Content starts

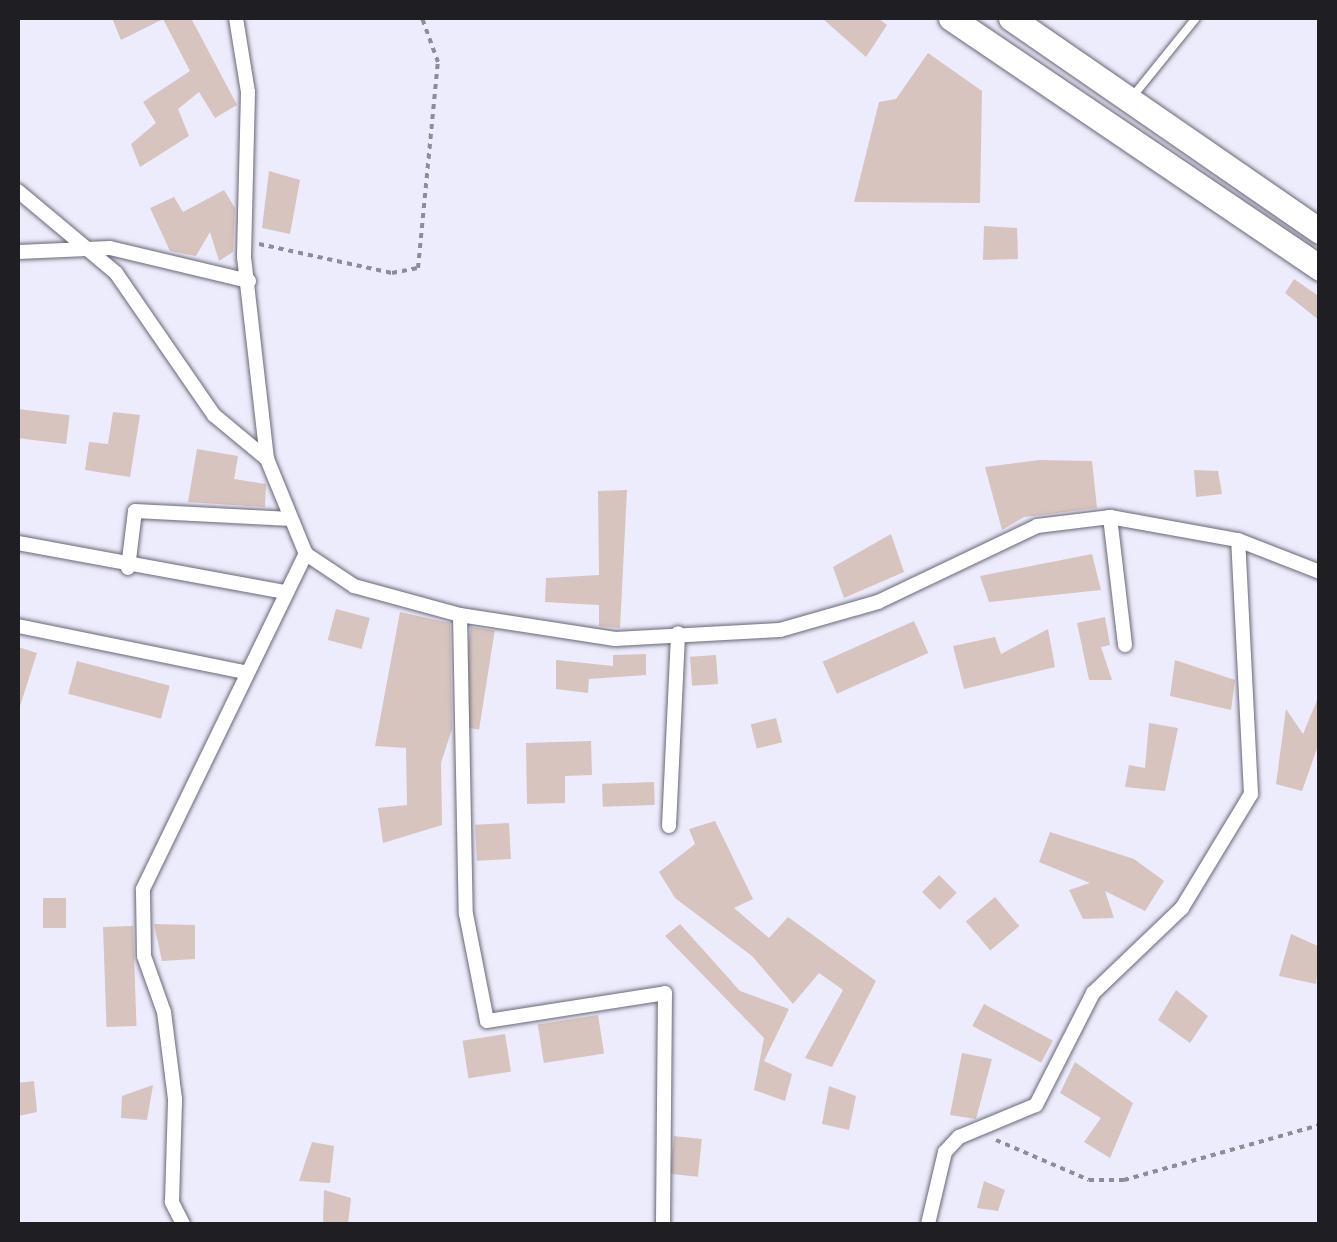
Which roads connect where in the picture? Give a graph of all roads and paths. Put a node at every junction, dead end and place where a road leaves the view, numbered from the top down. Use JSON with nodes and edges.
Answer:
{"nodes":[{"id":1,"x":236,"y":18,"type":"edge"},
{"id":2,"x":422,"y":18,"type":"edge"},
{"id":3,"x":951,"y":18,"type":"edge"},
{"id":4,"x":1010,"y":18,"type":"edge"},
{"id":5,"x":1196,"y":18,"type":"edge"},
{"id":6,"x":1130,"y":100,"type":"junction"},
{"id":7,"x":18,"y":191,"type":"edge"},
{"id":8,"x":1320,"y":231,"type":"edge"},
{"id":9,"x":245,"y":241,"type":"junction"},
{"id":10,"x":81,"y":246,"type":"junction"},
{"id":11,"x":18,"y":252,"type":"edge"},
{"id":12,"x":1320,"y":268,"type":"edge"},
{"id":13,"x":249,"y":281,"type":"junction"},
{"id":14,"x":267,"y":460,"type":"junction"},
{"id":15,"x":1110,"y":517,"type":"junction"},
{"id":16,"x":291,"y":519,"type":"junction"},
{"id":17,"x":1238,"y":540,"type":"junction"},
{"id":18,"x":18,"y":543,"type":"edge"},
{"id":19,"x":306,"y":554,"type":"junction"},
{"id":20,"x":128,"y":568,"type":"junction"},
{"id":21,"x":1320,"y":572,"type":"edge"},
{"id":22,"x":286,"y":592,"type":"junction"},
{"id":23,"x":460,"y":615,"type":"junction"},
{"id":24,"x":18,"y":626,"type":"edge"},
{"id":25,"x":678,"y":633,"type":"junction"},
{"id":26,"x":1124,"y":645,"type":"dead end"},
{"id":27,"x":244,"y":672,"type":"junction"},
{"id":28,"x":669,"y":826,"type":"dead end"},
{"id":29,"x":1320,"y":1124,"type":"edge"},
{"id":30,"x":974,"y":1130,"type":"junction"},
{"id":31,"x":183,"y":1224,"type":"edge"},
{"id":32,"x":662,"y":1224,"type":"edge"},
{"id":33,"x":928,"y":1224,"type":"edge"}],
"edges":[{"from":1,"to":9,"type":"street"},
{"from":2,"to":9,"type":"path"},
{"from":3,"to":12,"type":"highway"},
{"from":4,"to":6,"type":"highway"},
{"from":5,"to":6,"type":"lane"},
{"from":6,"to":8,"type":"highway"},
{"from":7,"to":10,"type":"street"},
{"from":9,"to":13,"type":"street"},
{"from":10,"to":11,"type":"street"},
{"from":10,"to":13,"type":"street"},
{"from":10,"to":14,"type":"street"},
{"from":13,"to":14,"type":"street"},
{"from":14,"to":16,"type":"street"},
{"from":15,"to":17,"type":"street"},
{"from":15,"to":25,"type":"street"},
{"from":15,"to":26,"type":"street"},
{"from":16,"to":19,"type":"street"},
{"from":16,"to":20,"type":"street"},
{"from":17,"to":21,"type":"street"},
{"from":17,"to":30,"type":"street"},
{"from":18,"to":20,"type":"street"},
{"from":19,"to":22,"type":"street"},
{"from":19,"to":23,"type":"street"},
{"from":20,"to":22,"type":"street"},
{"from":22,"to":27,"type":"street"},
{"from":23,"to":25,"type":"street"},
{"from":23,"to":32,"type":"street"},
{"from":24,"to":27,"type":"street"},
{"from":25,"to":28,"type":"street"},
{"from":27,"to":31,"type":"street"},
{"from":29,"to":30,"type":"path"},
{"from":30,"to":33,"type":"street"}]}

Content ends

→ **Directions**
All lines above that hold the string "highway" should be copied.

→ **Output**
{"from":3,"to":12,"type":"highway"},
{"from":4,"to":6,"type":"highway"},
{"from":6,"to":8,"type":"highway"},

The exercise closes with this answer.